**Problem requirements**
Skip the pictures. Repeat everything else in the records word for word.
- - - -
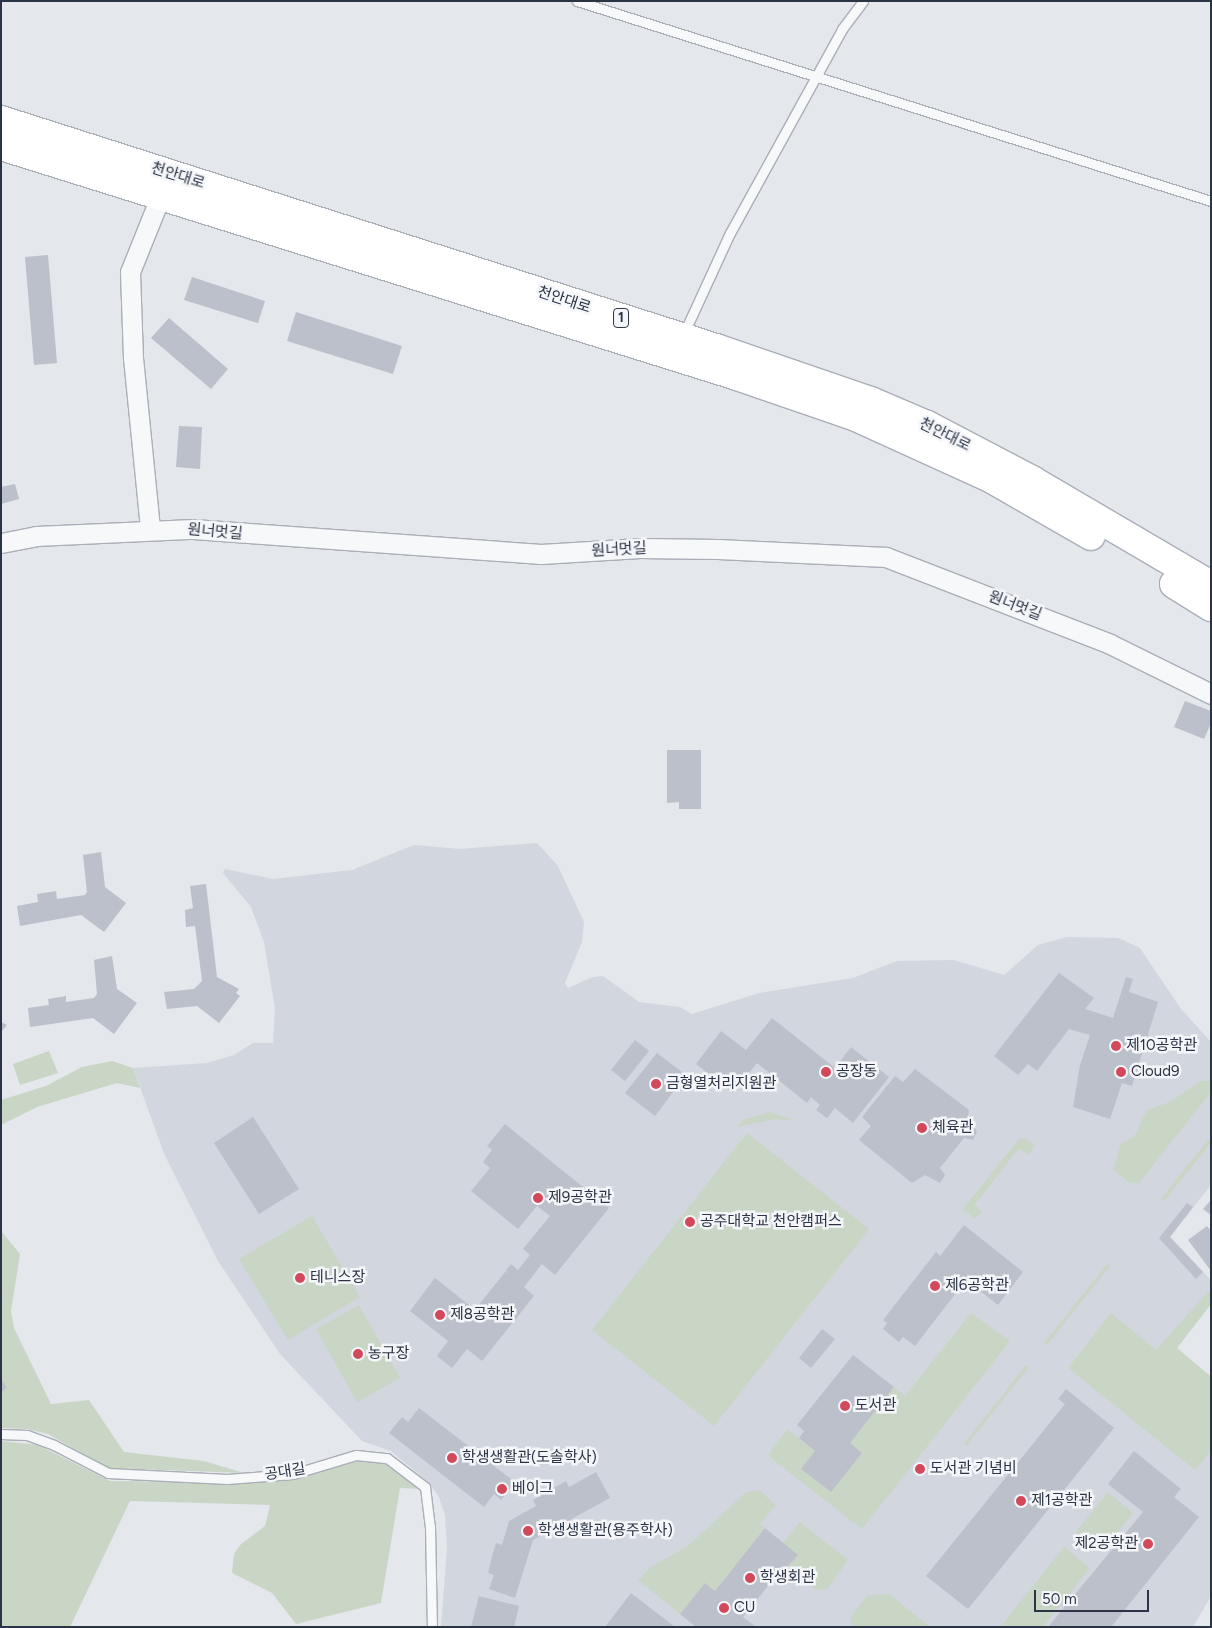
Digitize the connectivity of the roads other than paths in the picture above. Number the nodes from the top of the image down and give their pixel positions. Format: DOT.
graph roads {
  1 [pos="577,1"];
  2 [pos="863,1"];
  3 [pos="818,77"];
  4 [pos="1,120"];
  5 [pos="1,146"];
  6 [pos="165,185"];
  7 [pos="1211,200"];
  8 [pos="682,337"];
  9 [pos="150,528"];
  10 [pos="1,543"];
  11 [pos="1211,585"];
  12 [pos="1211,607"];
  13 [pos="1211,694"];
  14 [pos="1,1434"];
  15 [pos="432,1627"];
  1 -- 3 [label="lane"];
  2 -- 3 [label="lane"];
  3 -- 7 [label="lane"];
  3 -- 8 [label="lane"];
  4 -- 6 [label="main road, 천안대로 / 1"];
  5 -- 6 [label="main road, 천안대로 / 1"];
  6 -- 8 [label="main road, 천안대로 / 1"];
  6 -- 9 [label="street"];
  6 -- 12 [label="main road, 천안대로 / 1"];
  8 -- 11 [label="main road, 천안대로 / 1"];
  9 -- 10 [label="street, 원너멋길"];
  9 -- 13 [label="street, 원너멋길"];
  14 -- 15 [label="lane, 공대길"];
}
- - - -
**Response**
Digitize the connectivity of the roads other than paths in the picture above. Number the nodes from the top of the image down and give their pixel positions. Format: DOT.
graph roads {
  1 [pos="577,1"];
  2 [pos="863,1"];
  3 [pos="818,77"];
  4 [pos="1,120"];
  5 [pos="1,146"];
  6 [pos="165,185"];
  7 [pos="1211,200"];
  8 [pos="682,337"];
  9 [pos="150,528"];
  10 [pos="1,543"];
  11 [pos="1211,585"];
  12 [pos="1211,607"];
  13 [pos="1211,694"];
  14 [pos="1,1434"];
  15 [pos="432,1627"];
  1 -- 3 [label="lane"];
  2 -- 3 [label="lane"];
  3 -- 7 [label="lane"];
  3 -- 8 [label="lane"];
  4 -- 6 [label="main road, 천안대로 / 1"];
  5 -- 6 [label="main road, 천안대로 / 1"];
  6 -- 8 [label="main road, 천안대로 / 1"];
  6 -- 9 [label="street"];
  6 -- 12 [label="main road, 천안대로 / 1"];
  8 -- 11 [label="main road, 천안대로 / 1"];
  9 -- 10 [label="street, 원너멋길"];
  9 -- 13 [label="street, 원너멋길"];
  14 -- 15 [label="lane, 공대길"];
}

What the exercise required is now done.